▶ _What is being asked_
Going line by line through the data below, how many lines contain the word "road"? Give only the number.

Data records Block Start

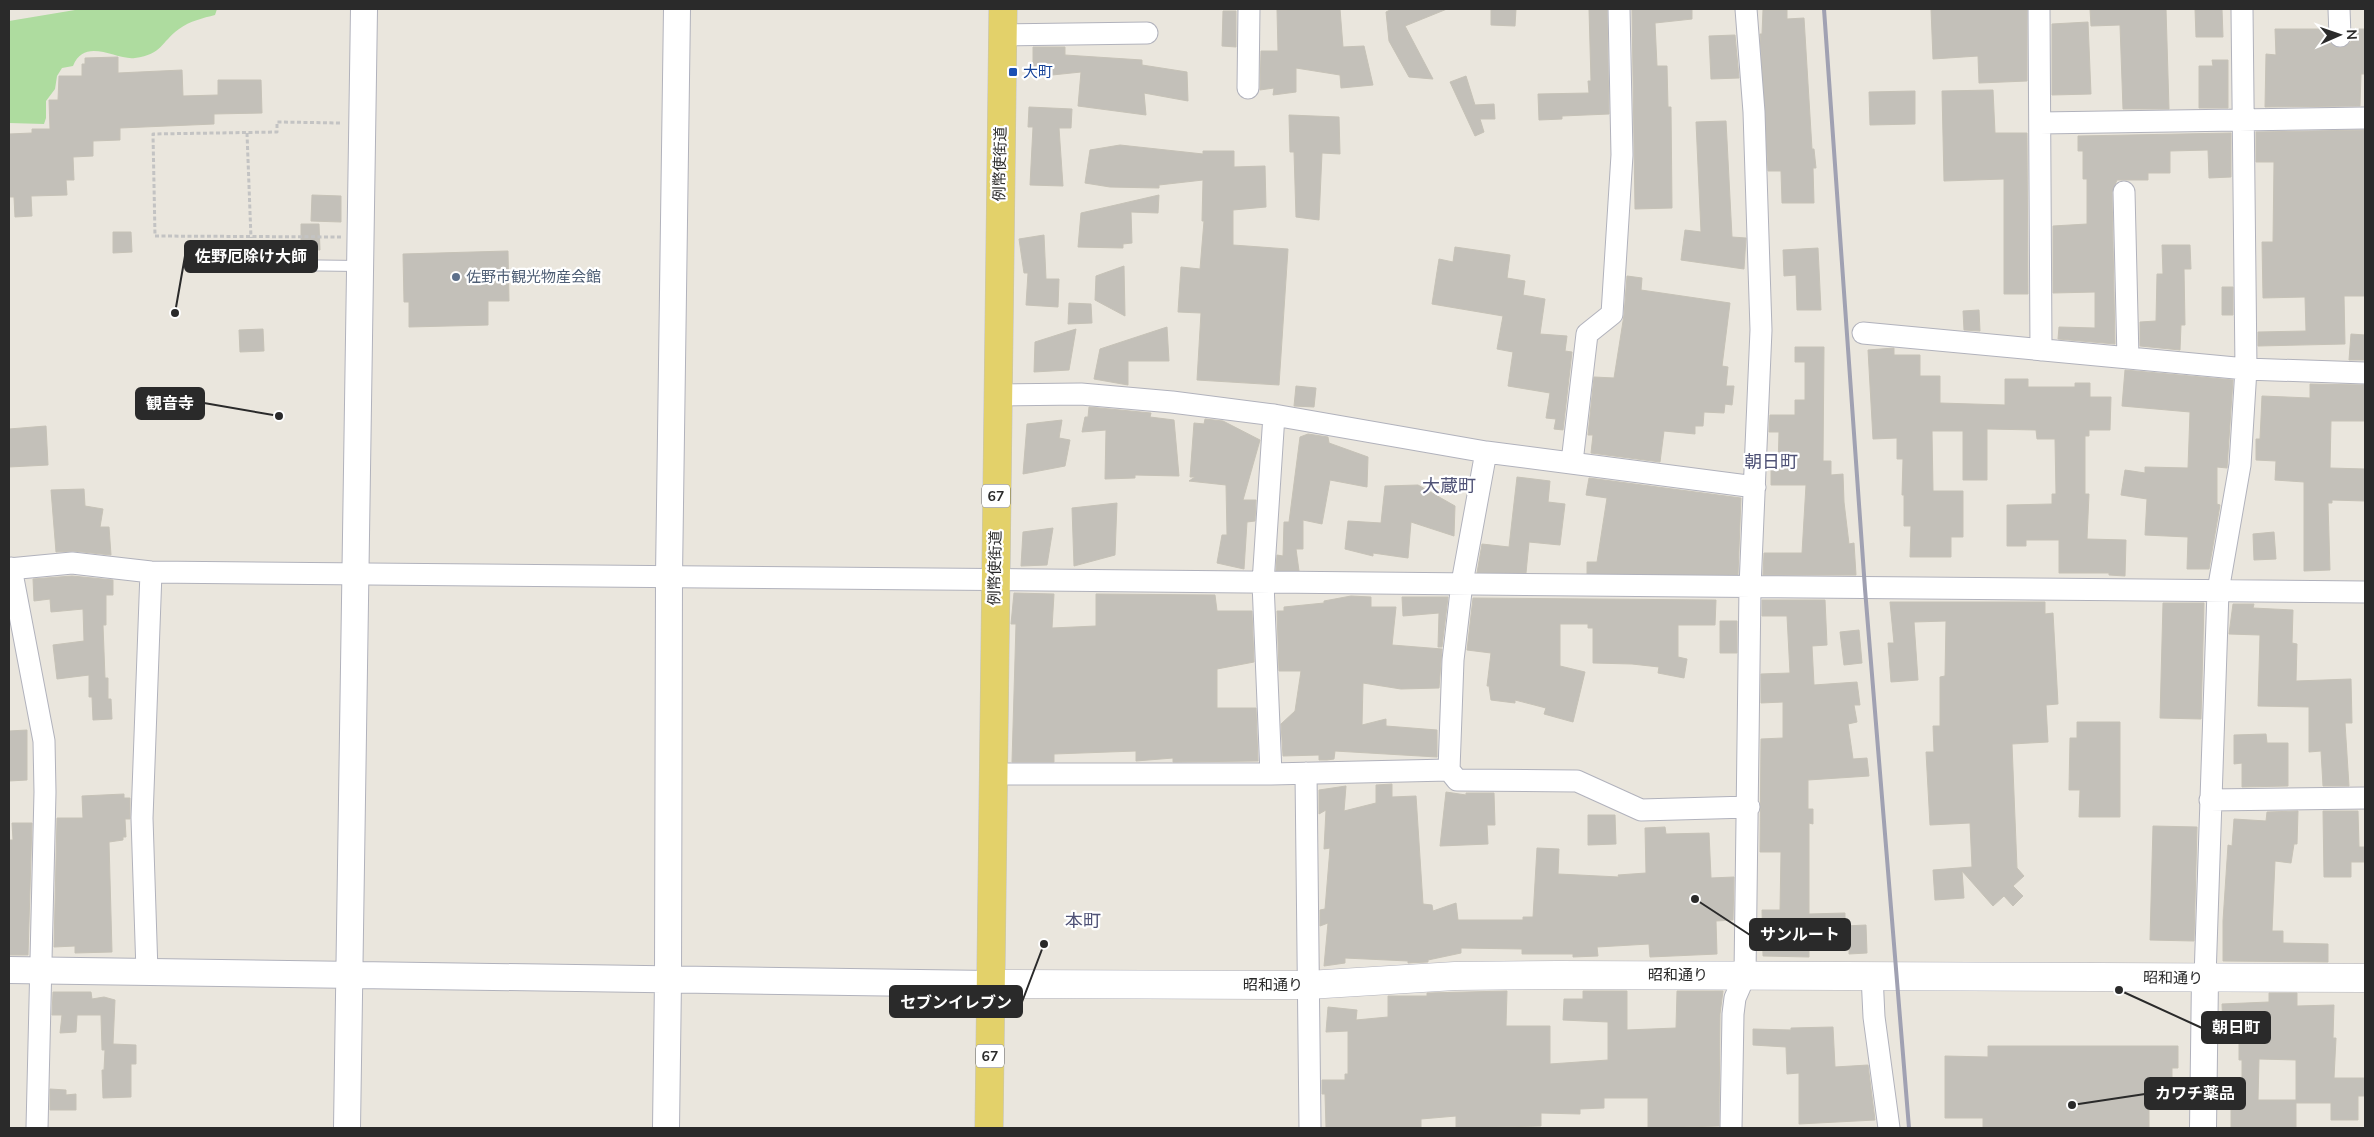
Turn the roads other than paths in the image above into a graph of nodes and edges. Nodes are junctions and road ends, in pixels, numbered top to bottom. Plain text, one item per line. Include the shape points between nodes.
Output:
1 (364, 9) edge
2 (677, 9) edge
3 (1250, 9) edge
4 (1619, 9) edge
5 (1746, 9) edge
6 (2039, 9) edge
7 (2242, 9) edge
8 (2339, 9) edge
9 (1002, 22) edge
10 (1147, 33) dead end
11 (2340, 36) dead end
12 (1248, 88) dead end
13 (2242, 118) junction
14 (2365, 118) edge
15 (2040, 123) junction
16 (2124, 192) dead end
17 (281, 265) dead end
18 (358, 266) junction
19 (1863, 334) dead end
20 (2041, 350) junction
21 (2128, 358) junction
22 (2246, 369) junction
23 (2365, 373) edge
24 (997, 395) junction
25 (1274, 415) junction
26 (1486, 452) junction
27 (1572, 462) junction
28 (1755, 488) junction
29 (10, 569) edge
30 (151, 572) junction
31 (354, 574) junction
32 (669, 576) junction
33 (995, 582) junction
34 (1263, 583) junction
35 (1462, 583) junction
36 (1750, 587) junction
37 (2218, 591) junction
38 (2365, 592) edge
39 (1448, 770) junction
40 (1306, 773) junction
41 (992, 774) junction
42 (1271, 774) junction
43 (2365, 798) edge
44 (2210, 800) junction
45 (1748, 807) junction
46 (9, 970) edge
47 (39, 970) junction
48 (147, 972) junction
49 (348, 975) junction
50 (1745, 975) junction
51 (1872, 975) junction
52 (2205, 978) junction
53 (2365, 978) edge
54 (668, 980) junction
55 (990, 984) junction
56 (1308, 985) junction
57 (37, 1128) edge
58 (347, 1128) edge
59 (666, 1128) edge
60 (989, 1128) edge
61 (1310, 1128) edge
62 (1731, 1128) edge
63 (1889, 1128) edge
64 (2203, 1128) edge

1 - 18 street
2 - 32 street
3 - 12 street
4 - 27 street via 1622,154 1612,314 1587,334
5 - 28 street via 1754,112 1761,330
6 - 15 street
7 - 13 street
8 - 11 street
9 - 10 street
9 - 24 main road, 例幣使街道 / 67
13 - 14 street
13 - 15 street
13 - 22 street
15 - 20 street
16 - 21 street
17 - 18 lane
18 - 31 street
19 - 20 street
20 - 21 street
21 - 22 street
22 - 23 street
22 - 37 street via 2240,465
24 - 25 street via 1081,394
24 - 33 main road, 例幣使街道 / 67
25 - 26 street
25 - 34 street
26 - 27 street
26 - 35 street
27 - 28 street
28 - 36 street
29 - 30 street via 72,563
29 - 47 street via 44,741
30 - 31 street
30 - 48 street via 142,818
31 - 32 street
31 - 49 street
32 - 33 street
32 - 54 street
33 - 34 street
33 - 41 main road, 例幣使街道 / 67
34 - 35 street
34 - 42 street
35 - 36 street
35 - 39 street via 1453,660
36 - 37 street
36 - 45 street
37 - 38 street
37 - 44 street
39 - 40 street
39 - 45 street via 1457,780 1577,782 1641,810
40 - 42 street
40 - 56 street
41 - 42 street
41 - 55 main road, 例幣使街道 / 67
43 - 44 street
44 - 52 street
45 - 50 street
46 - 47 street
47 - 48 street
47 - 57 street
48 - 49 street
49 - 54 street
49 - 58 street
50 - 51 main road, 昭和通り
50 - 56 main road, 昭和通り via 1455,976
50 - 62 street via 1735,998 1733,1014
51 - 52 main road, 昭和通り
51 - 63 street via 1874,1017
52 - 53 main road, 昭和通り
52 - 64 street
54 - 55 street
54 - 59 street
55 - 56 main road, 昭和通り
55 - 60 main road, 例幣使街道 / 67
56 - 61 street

Data records Block End

▶ _Exercise output_
11